▶ [Problem to solve] Search the listing below for the word "一宮津島線" and copy each line where it appears.
═════ Supplied records
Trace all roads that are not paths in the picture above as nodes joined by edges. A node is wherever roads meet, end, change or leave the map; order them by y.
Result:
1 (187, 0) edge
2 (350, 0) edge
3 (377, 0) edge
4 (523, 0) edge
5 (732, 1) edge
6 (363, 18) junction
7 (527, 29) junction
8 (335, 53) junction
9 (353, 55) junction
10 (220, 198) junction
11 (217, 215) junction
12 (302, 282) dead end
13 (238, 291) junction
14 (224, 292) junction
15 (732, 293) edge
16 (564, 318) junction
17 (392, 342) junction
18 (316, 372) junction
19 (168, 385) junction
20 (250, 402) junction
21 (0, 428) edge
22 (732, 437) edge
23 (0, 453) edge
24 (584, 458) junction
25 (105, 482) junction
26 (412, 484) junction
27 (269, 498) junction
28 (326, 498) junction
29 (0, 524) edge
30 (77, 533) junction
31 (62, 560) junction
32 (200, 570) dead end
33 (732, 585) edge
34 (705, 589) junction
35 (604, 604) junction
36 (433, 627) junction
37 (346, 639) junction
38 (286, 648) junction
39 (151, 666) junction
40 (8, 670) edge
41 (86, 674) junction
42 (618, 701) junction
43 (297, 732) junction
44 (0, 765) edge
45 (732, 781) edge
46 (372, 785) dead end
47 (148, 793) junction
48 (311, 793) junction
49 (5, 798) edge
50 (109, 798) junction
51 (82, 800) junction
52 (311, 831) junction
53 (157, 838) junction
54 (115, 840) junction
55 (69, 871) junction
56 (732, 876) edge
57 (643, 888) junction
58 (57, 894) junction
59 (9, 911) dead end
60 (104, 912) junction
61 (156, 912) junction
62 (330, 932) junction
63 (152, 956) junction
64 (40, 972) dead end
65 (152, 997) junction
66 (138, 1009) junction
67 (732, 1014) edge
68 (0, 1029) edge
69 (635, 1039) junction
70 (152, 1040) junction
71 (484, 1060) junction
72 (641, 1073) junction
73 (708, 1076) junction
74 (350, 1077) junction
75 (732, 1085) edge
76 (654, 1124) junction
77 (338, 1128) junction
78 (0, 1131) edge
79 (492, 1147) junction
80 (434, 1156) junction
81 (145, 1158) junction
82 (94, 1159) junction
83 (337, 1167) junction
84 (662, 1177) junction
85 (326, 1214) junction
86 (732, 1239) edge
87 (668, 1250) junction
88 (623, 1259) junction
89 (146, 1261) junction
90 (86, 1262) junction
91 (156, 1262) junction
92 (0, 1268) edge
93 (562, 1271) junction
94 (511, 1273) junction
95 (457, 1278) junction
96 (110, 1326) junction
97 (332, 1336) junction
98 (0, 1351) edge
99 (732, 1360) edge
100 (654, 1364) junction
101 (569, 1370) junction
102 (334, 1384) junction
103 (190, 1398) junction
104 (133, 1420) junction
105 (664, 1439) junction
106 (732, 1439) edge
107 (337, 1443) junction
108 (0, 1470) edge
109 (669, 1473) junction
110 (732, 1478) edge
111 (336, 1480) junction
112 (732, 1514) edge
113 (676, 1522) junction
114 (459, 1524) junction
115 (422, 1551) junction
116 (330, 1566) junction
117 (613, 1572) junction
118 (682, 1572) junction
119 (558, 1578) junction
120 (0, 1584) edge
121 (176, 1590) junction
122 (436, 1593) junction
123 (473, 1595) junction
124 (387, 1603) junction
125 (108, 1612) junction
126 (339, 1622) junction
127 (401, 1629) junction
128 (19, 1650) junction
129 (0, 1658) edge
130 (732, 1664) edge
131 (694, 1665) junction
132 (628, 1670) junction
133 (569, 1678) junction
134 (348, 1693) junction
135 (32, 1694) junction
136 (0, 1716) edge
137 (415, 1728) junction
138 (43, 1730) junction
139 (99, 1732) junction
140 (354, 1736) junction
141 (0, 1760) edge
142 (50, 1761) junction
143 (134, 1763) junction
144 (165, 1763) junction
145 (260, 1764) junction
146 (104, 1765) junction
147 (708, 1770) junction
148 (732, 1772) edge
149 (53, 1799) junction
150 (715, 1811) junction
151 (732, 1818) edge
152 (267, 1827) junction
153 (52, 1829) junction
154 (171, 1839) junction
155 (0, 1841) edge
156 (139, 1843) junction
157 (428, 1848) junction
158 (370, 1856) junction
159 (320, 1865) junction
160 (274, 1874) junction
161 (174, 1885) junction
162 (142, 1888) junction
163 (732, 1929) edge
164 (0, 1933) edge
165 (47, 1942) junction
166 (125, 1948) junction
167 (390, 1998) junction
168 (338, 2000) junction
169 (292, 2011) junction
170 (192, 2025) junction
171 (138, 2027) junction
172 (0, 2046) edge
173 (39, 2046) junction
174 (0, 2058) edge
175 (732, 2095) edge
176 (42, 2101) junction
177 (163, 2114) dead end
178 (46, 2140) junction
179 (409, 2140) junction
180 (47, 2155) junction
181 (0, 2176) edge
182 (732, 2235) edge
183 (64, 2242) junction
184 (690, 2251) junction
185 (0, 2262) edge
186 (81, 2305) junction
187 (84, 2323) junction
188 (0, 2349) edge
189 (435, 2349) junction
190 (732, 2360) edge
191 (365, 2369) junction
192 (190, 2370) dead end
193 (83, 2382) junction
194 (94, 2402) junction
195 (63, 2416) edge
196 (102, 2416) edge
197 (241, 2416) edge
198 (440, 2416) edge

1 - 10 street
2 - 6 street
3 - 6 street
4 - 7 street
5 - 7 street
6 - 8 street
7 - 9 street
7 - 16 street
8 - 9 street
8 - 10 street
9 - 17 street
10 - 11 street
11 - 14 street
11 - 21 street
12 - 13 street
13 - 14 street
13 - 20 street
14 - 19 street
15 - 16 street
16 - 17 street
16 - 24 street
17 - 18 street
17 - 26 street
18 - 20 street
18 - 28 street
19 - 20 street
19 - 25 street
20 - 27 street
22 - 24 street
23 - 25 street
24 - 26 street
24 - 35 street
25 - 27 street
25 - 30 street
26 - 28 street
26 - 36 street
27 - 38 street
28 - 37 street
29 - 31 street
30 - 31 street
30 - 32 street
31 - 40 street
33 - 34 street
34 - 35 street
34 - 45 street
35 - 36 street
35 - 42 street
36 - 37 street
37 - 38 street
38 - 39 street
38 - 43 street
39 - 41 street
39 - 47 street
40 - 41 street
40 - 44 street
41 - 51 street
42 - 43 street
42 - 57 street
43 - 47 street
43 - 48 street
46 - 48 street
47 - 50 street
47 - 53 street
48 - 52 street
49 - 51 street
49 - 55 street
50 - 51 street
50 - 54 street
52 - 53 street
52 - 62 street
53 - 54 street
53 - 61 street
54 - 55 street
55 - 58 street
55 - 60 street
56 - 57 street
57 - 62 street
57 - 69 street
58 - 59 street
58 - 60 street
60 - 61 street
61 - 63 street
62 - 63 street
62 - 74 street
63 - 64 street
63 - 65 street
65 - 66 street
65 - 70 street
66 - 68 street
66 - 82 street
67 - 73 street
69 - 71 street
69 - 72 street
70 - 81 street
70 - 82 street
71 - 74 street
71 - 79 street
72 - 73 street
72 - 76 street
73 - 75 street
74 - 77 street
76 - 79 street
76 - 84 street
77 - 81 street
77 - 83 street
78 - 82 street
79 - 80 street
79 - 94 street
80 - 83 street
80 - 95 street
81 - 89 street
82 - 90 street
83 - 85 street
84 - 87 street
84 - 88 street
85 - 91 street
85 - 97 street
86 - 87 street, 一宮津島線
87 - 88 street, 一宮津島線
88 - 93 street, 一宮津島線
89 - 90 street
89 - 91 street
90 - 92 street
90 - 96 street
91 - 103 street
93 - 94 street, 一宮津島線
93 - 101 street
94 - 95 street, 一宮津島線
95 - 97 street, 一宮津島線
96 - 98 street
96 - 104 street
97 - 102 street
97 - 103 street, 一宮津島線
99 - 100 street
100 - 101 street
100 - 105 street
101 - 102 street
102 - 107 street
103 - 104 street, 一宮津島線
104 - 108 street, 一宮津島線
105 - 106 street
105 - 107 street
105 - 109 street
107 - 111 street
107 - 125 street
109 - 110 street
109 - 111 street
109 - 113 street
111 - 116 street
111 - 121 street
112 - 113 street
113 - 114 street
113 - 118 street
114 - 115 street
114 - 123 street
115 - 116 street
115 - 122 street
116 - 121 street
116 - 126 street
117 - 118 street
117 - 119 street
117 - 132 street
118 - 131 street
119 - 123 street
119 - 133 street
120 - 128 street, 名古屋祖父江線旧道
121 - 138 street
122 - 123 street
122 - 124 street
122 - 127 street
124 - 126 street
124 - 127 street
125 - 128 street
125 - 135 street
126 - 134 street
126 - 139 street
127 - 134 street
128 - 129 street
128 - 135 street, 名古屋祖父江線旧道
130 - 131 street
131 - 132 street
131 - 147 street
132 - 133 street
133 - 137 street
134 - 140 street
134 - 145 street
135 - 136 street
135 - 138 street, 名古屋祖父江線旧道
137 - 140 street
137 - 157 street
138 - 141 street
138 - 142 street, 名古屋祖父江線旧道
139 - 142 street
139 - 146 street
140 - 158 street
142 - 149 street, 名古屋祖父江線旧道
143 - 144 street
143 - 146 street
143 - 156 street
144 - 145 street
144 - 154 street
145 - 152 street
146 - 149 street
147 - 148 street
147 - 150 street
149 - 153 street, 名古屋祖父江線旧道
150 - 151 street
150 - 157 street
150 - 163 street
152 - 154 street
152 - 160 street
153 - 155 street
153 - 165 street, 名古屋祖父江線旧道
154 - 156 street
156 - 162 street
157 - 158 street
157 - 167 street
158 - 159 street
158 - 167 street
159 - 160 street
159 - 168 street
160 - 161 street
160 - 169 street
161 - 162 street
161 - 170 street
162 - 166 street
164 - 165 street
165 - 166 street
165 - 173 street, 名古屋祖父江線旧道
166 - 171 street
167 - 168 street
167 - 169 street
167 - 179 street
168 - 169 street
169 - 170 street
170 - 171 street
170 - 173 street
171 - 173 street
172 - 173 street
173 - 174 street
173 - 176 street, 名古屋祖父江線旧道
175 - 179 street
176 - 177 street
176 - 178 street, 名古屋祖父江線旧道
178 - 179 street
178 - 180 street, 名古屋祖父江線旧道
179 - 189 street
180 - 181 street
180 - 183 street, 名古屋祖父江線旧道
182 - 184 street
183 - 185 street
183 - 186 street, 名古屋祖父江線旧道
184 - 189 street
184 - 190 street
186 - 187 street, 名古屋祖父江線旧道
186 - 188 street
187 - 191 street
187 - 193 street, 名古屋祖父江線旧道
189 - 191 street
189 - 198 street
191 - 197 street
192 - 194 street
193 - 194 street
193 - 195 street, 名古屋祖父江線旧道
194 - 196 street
══════════
▶ [Output below]
86 - 87 street, 一宮津島線
87 - 88 street, 一宮津島線
88 - 93 street, 一宮津島線
93 - 94 street, 一宮津島線
94 - 95 street, 一宮津島線
95 - 97 street, 一宮津島線
97 - 103 street, 一宮津島線
103 - 104 street, 一宮津島線
104 - 108 street, 一宮津島線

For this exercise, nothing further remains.